Anyone got any ideas or advice for me?


----------



## Bevdeforges (Nov 16, 2007)

> However, the double taxation rules/treaty between the UK and USA assume tax has been paid in the UK. In the case of capital gains, I am using my full allowance and not paying tax so is this treated differently?


Unfortunately, no. This is where the US system of taxation comes back to bite those of us living overseas. The fact that you have a capital gains allowance in the UK is irrelevant to the IRS. It would be the same if you had "tax free" savings accounts that pay interest not subject to tax in the UK. The interest received is still reportable and potentially taxable. In this case, because you received a 1099 for the gain, you pretty much have to report it and see if there is any way you can offset UK tax paid on other passive income sources (or if you have an FTC carry forward from prior years that might cover it).
Cheers,
Bev


----------



## Moulard (Feb 3, 2017)

As Bev says, the IRS don't care about the tax treatment in the US . I think the first port of call would be to assess whether the combination of your deductions, exclusions and/or any carried over tax credits are enough to offset the tax liability on it.


----------



## Dunedin (Aug 12, 2013)

*UK US Double Tax Treaty*

The attached summary sets out the details of the UK US double tax treaty position on capital gains. The practical implications for a sale of US shares is that the UK has first taxing rights; the US then has secondary taxing rights and needs to give credit for any UK tax payable. As there is no UK tax, the US taxes the gains under its rules.


----------



## iota2014 (Jul 30, 2015)

Bevdeforges said:


> Unfortunately, no. This is where the US system of taxation comes back to bite those of us living overseas. The fact that you have a capital gains allowance in the UK is irrelevant to the IRS. It would be the same if you had "tax free" savings accounts that pay interest not subject to tax in the UK. The interest received is still reportable and potentially taxable. In this case, because you received a 1099 for the gain, you pretty much have to report it and see if there is any way you can offset UK tax paid on other passive income sources (or if you have an FTC carry forward from prior years that might cover it).


It appears the OP is actually being bitten by his US citizenship, not by his UK residence.

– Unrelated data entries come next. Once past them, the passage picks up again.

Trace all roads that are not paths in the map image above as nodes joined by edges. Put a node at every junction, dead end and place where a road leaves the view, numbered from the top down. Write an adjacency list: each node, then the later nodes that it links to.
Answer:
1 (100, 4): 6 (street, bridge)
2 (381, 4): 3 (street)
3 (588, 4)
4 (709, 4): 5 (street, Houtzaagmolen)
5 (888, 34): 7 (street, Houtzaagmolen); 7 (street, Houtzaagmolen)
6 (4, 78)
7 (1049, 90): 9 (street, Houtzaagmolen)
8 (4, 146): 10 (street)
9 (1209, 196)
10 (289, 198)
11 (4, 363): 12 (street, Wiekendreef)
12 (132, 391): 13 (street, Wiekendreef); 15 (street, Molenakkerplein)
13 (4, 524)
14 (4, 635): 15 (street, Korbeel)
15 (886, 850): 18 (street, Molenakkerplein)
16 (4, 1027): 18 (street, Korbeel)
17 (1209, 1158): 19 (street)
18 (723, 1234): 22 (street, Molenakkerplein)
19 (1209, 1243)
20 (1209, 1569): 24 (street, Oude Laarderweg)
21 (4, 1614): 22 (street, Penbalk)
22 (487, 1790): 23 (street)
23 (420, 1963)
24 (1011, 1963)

A US citizen would pay the same tax whether resident in the US or the UK. Whereas, if I'm reading the treaty correctly, a UK resident who was free of US citizenship would be able to make use of Article 10.2(b), capping the US tax to 15%.


----------



## Dunedin (Aug 12, 2013)

iota2014 said:


> It appears the OP is actually being bitten by his US citizenship, not by his UK residence.
> 
> A US citizen would pay the same tax whether resident in the US or the UK. Whereas, if I'm reading the treaty correctly, a UK resident who was free of US citizenship would be able to make use of Article 10.2(b), capping the US tax to 15%.


If Seanw had been a UK resident but not a US citizen, the tax on his gains would have been dealt with under Article 13(5) of the Double Tax Treaty. The assets which he sold were shares, and were not real property, PE related property nor a ship or aircraft. This would mean that the US would not be entitled to tax the gain on the shares, even if US domestic rules did tax such gains. 

Article 10(2)(b) relates to the taxation of dividends and not to capital gains tax.


----------



## iota2014 (Jul 30, 2015)

Dunedin said:


> If Seanw had been a UK resident but not a US citizen, the tax on his gains would have been dealt with under Article 13(5) of the Double Tax Treaty. The assets which he sold were shares, and were not real property, PE related property nor a ship or aircraft. This would mean that the US would not be entitled to tax the gain on the shares, even if US domestic rules did tax such gains.
> 
> Article 10(2)(b) relates to the taxation of dividends and not to capital gains tax.


Ouch. Painful.

Thanks for the correction.


----------